# [EXERCISE PROMPT]
Among the entries below, please show each line that carries the word "長野日大通り".

# [GIVEN RECORDS]
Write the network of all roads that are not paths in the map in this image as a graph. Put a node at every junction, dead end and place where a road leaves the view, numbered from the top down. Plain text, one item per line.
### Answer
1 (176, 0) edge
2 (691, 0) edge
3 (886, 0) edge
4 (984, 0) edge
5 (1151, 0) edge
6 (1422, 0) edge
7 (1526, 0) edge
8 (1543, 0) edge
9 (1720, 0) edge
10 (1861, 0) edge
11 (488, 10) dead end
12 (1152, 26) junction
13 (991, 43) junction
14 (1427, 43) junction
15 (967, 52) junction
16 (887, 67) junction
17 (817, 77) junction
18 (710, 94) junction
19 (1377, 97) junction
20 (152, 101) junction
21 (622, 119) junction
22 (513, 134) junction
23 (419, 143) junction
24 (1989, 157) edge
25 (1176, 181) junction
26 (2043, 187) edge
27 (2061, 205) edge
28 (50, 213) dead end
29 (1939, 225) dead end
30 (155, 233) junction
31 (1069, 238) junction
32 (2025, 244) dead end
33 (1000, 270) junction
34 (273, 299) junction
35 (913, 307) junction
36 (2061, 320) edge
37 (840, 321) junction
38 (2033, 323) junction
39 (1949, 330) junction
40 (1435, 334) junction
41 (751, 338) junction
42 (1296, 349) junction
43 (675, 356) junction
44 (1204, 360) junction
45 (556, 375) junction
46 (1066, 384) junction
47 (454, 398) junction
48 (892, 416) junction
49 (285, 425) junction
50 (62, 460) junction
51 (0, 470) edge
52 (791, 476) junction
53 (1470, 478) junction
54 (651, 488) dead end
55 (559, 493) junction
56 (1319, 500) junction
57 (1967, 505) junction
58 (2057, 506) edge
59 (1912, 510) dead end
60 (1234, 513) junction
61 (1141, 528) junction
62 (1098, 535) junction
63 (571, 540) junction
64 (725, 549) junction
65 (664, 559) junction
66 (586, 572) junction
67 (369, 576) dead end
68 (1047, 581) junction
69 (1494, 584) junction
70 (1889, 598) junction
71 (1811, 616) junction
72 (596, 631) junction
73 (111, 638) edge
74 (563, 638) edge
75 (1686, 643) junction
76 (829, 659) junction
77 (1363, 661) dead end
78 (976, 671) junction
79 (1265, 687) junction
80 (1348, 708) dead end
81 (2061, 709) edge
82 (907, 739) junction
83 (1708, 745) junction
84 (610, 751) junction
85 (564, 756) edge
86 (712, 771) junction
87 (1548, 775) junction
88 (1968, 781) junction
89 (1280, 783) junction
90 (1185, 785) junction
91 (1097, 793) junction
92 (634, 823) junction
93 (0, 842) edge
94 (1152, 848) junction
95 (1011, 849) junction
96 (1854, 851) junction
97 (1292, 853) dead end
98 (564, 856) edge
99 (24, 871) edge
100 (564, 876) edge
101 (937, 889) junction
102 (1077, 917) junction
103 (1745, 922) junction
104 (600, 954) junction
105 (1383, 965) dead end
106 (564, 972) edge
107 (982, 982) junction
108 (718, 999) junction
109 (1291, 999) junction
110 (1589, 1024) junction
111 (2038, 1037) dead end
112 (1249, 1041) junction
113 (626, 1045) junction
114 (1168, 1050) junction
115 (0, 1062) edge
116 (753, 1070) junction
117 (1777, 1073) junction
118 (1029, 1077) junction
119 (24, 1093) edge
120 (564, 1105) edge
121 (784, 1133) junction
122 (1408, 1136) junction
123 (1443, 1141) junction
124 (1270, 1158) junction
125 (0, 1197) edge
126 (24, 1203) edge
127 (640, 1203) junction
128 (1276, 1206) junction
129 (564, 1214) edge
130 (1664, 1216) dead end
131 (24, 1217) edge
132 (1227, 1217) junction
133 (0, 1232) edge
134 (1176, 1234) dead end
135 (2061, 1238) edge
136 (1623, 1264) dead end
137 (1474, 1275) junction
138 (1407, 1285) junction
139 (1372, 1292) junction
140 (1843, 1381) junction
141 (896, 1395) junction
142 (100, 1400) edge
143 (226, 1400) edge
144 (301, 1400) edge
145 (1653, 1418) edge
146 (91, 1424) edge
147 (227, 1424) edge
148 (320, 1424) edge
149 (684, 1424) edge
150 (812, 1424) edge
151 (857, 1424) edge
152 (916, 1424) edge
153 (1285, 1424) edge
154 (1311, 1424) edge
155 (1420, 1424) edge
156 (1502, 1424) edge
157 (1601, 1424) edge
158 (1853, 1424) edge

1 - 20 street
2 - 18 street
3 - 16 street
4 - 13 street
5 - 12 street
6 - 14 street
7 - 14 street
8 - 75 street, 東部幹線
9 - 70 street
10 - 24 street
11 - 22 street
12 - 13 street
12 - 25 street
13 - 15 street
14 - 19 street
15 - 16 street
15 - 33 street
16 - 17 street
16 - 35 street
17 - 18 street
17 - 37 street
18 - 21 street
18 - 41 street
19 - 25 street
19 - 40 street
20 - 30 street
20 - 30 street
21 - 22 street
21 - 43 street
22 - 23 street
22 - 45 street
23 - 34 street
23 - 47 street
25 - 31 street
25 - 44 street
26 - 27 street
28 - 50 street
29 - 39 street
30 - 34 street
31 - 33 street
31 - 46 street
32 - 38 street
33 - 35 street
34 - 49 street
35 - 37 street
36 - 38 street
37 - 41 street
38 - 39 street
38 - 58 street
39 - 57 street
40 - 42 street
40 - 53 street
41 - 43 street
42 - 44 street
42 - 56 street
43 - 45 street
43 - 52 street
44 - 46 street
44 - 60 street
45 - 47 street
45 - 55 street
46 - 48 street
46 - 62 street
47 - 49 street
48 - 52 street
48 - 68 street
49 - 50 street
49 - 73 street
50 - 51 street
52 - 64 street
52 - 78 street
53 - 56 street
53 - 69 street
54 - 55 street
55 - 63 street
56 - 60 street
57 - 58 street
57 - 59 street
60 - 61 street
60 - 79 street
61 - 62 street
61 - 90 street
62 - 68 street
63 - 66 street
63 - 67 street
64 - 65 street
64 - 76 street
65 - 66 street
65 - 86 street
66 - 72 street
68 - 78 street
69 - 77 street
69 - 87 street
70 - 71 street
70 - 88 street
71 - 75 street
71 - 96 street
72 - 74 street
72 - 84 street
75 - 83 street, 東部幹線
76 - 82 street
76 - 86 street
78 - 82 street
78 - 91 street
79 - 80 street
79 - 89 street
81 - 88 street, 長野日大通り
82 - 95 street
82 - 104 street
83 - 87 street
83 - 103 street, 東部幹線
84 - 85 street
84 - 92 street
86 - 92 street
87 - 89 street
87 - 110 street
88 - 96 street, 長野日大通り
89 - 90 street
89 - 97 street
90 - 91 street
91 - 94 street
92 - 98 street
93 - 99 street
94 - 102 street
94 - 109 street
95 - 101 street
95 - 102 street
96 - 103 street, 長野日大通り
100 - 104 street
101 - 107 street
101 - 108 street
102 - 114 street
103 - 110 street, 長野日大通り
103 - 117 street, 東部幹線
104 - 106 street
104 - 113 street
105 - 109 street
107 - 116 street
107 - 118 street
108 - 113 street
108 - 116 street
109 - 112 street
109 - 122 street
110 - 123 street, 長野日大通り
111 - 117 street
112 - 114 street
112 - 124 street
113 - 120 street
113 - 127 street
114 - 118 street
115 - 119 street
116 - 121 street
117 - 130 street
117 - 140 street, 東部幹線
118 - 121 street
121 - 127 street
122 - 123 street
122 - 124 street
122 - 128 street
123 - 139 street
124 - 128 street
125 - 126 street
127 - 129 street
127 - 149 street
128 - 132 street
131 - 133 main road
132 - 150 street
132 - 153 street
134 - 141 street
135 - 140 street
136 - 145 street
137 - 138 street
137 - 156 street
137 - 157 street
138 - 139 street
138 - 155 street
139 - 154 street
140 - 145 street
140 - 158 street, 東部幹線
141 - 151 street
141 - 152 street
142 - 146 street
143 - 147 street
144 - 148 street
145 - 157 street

# [YOUR RESPONSE]
81 - 88 street, 長野日大通り
88 - 96 street, 長野日大通り
96 - 103 street, 長野日大通り
103 - 110 street, 長野日大通り
110 - 123 street, 長野日大通り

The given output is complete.